Al termine del processo di pigiatura dell'uva, un po' di mosto veniva subito usato dalle donne per fare ciambelle e biscotti o, in alcuni casi, per condire l’eterna polenta del pover’uomo. Un altro po', messo nei fiaschi, fermentava per qualche giorno e quindi i contadini, che lo chiamavano acquarielli, lo bevevano a garganella. “Dicevano che non faceva male ma alla sera erano spesso sbronzi" (Balena, 1984). La vera provatura del vino novello sarebbe stata fatta a San Martino, quando le botti venivano sturate, ma ciò non impediva comunque che l'ebrezza e la goliardica giocondità di cui spesso il vino è complice, fossero catalizzatori di tutte le vicende umane – intime e collettive – che nascevano tra i lavoratori della vigna. Forse per quell’arcaica attribuzione del vino a divinità come Bacco o Dioniso, che in tempi antichi dava forma a celebrazioni rituali in cui venivano stravolte le strutture logiche, morali e sociali del mondo abituale, e che rievochiamo ancora oggi inconsciamente quando ricerchiamo una rottura o un distacco dai nostri limiti comportamentali, le situazioni per ricreare questa ebrezza collettiva si riuscivano a creare anche in tempo di vendemmia. A questo proposito, torna importante la presenza delle donne, “anima e gioia" della vigna: “un loro sorriso avrebbe reso più leggero e veloce il lavoro (…) uno sguardo tra i grappoli, magari accompagnato da un sorriso, era più dolce dell'uva matura e più inebriante del mosto che ferveva nei tini. E nel fervere del lavoro tra i filari onusti di grappoli, tra richiami, canti e lo squillare argentino di risa in mezzo alle foglie calde di sole, si cercava l'occasione propizia per dichiarare un amore protetto a lungo dal silenzio, o per alimentare la scintilla suscitata da uno sguardo, da un gesto, dalla passione con cui prorompeva dal petto una strofa. Una come questa:

Venne bellina, venne su a lu monte:
lu sole vascia l'uva e l’atre piante, 
io te vascerò ‘ssa bella fronte.

Venna carina, venne jò a le piane:
l'ua pija lu colò de lu limone,
li pampini l'color der verderame.

Senza canestru l'uva non se coje, 
io non vellegnerò senza de vuje 
perché dovete esse la mi' moje. 

Venne, se voi venì co me a la vigna,
te la so fatte na bella capanna,
lu tettu te so fatte de gramigna
e li cuscini de foje de canna
e li lenzoli de pampini d'ua:
dormi, bellina mia, ‘n questa frescura. (Polia, 2012)
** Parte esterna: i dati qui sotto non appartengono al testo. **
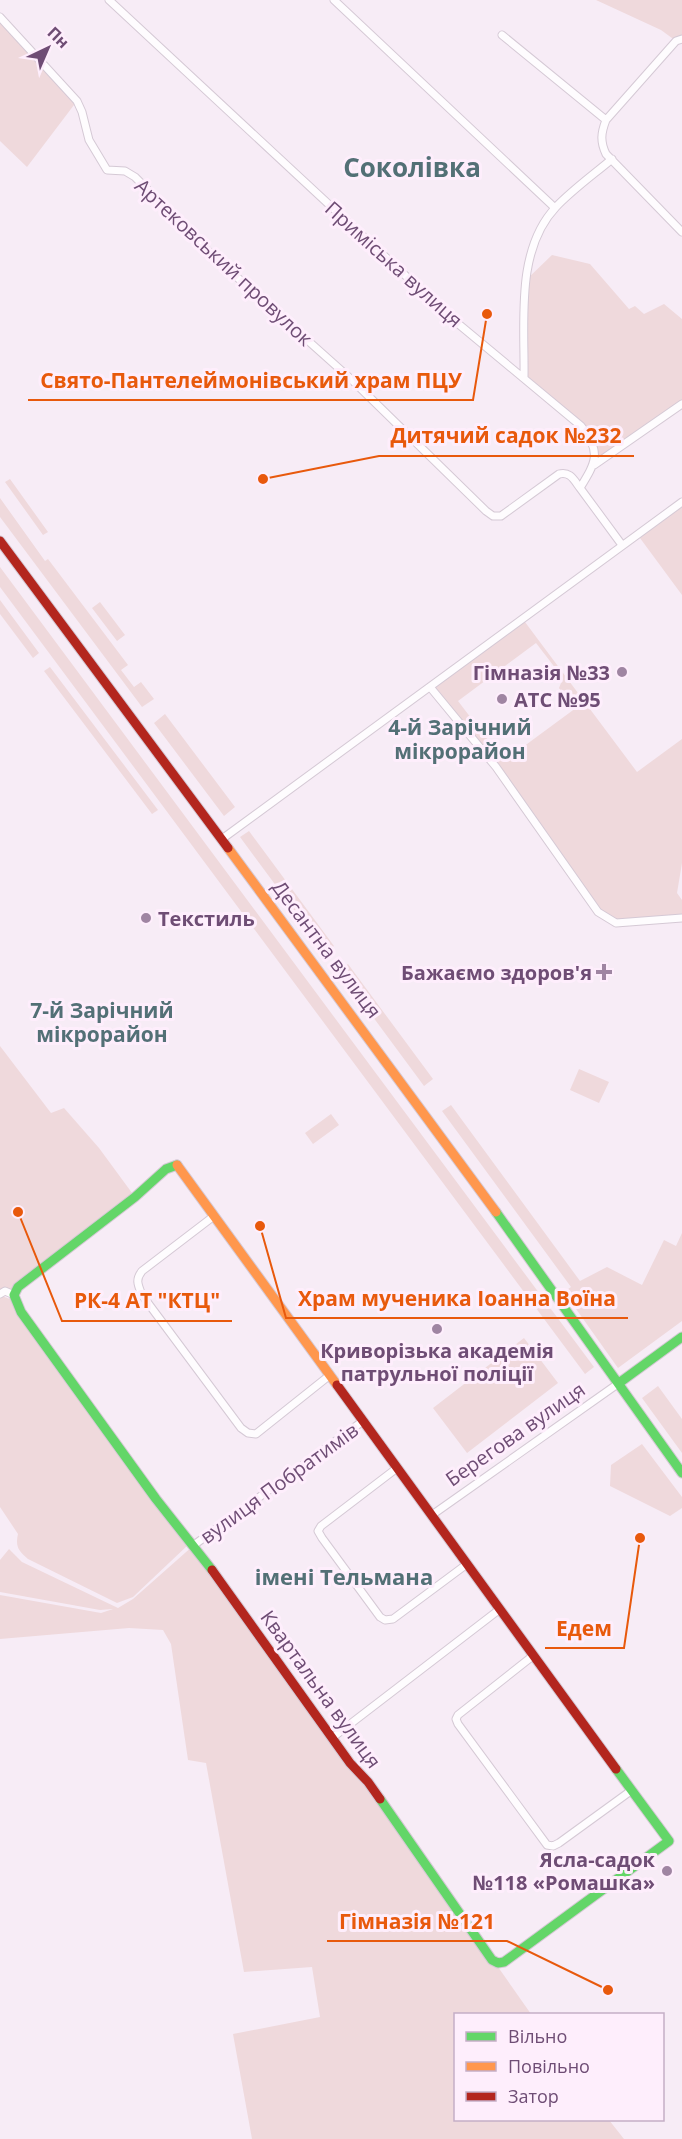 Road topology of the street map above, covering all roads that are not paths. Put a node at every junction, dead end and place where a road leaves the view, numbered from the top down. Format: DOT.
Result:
graph roads {
  1 [pos="109,0"];
  2 [pos="334,0"];
  3 [pos="0,17"];
  4 [pos="502,34"];
  5 [pos="682,39"];
  6 [pos="606,120"];
  7 [pos="612,159"];
  8 [pos="555,208"];
  9 [pos="682,232"];
  10 [pos="524,378"];
  11 [pos="682,404"];
  12 [pos="594,465"];
  13 [pos="580,488"];
  14 [pos="682,502"];
  15 [pos="0,541"];
  16 [pos="622,545"];
  17 [pos="430,687"];
  18 [pos="222,839"];
  19 [pos="682,918"];
  20 [pos="214,1216"];
  21 [pos="0,1294"];
  22 [pos="14,1295"];
  23 [pos="682,1337"];
  24 [pos="330,1375"];
  25 [pos="619,1383"];
  26 [pos="363,1421"];
  27 [pos="398,1468"];
  28 [pos="682,1473"];
  29 [pos="432,1515"];
  30 [pos="195,1545"];
  31 [pos="467,1564"];
  32 [pos="500,1609"];
  33 [pos="534,1655"];
  34 [pos="332,1738"];
  35 [pos="632,1790"];
  1 -- 10 [label="street, Приміська вулиця"];
  2 -- 8 [label="street"];
  3 -- 13 [label="street, Артековський провулок"];
  4 -- 6 [label="street"];
  5 -- 6 [label="street"];
  6 -- 7 [label="street"];
  7 -- 8 [label="street"];
  7 -- 9 [label="street"];
  8 -- 10 [label="street"];
  10 -- 12 [label="street, Приміська вулиця"];
  11 -- 12 [label="street"];
  12 -- 13 [label="street"];
  13 -- 16 [label="street"];
  14 -- 16 [label="street"];
  15 -- 18 [label="street, Десантна вулиця"];
  16 -- 17 [label="street"];
  17 -- 18 [label="street"];
  17 -- 19 [label="street"];
  18 -- 25 [label="street, Десантна вулиця"];
  20 -- 22 [label="street"];
  20 -- 24 [label="street"];
  20 -- 24 [label="street"];
  21 -- 22 [label="street"];
  22 -- 30 [label="street, Квартальна вулиця"];
  23 -- 25 [label="street"];
  24 -- 26 [label="street"];
  25 -- 28 [label="street, Десантна вулиця"];
  25 -- 29 [label="street, Берегова вулиця"];
  26 -- 27 [label="street"];
  26 -- 30 [label="street, вулиця Побратимів"];
  27 -- 29 [label="street"];
  27 -- 31 [label="street"];
  29 -- 31 [label="street"];
  30 -- 34 [label="street, Квартальна вулиця"];
  31 -- 32 [label="street"];
  32 -- 33 [label="street"];
  32 -- 34 [label="street"];
  33 -- 35 [label="street"];
  33 -- 35 [label="street"];
  34 -- 35 [label="street, Квартальна вулиця"];
}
La sestina che chiudeva il canto era recitata in tempo di vendemmia e con le medesime parole anche a Puro (Cascia), dove fu importata dai mietitori che facevano la spola tra Marche ed Umbria.

Frequenti erano anche gli episodi di aggregazione dei lavoratori a scopo puramente goliardico, agevolate dalla costante presenza di vino vecchio ed acquarielli e da canti tradizionali, tramandati da generazione a generazione e di cui ancora oggi possediamo le scorie mutate da decenni di passaggi orali e smussature linguistiche. Quelle delle vendemmie erano quindi anche giornate di spensierata allegria, oltre che di lavoro duro, continuazione, forse, delle antiche feste vendemmiali, che i contadini allietavano con canti e scherzi (tipico, la mostarola), con sfide di stornelli ai vendemmiatori dei campi vicini, con suoni e con balli. 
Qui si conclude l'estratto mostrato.